An amazingly intricate and ambitious first novel - ten years in the making - that puts an engrossing new spin on the traditional haunted-house tale.
Texts within texts, preceded by intriguing introductory material and followed by 150 pages of appendices and related "documents" and photographs, tell the story of a mysterious old house in a Virginia suburb inhabited by esteemed photographer-filmmaker Will Navidson, his companion Karen Green (an ex-fashion model), and their young children Daisy and Chad.
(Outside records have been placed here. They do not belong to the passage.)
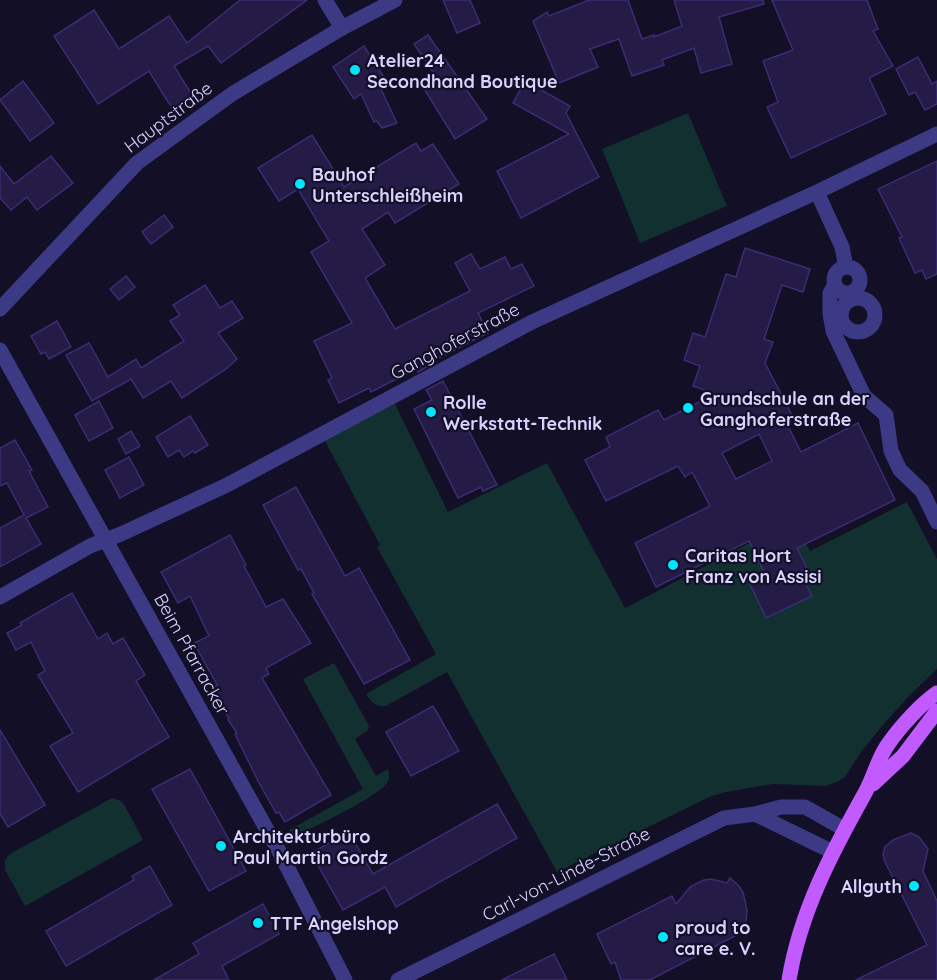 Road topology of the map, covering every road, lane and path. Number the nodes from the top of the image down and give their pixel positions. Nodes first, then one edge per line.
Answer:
1 (325, 0) edge
2 (395, 0) edge
3 (342, 28) junction
4 (937, 134) edge
5 (817, 192) junction
6 (846, 267) junction
7 (835, 285) junction
8 (852, 295) junction
9 (0, 309) edge
10 (838, 328) junction
11 (0, 350) edge
12 (937, 522) edge
13 (105, 541) junction
14 (0, 597) edge
15 (937, 693) edge
16 (937, 711) edge
17 (866, 790) junction
18 (755, 814) junction
19 (843, 829) junction
20 (833, 852) junction
21 (345, 980) edge
22 (398, 980) edge
23 (789, 980) edge

1 - 3 street
2 - 3 street, Hauptstraße
3 - 9 street, Hauptstraße
4 - 5 street, Ganghoferstraße
5 - 6 street
5 - 13 street, Ganghoferstraße
6 - 7 street
6 - 8 street
7 - 8 street
7 - 10 street
8 - 10 street
8 - 10 street
10 - 12 street
11 - 13 street, Beim Pfarracker
13 - 14 street, Ganghoferstraße
13 - 21 street, Beim Pfarracker
15 - 17 main road
16 - 17 main road
17 - 19 main road
18 - 19 street, Carl-von-Linde-Straße
18 - 20 street
18 - 22 street, Carl-von-Linde-Straße
19 - 20 main road
20 - 23 main road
The record of their experiences therein is preserved in Will's film The Davidson Record - which is the subject of an unpublished manuscript left behind by a (possibly insane) old man, Frank Zampano - which falls into the possession of Johnny Truant, a drifter who has survived an abusive childhood and the perverse possessiveness of his mad mother (who is institutionalized). As Johnny reads Zampano's manuscript, he adds his own (autobiographical) annotations to the scholarly ones that already adorn and clutter the text (a trick perhaps influenced by David Foster Wallace's Infinite Jest) - and begins experiencing panic attacks and episodes of disorientation that echo with ominous precision the content of Davidson's film (their house's interior proves, "impossibly," to be larger than its exterior; previously unnoticed doors and corridors extend inward inexplicably, and swallow up or traumatize all who dare to "explore" their recesses). Danielewski skillfully manipulates the reader's expectations and fears, employing ingeniously skewed typography, and throwing out hints that the house's apparent malevolence may be related to the history of the Jamestown colony, or to Davidson's Pulitzer Prize-winning photograph of a dying Vietnamese child stalked by a waiting vulture. Or, as "some critics [have suggested,] the house's mutations reflect the psychology of anyone who enters it."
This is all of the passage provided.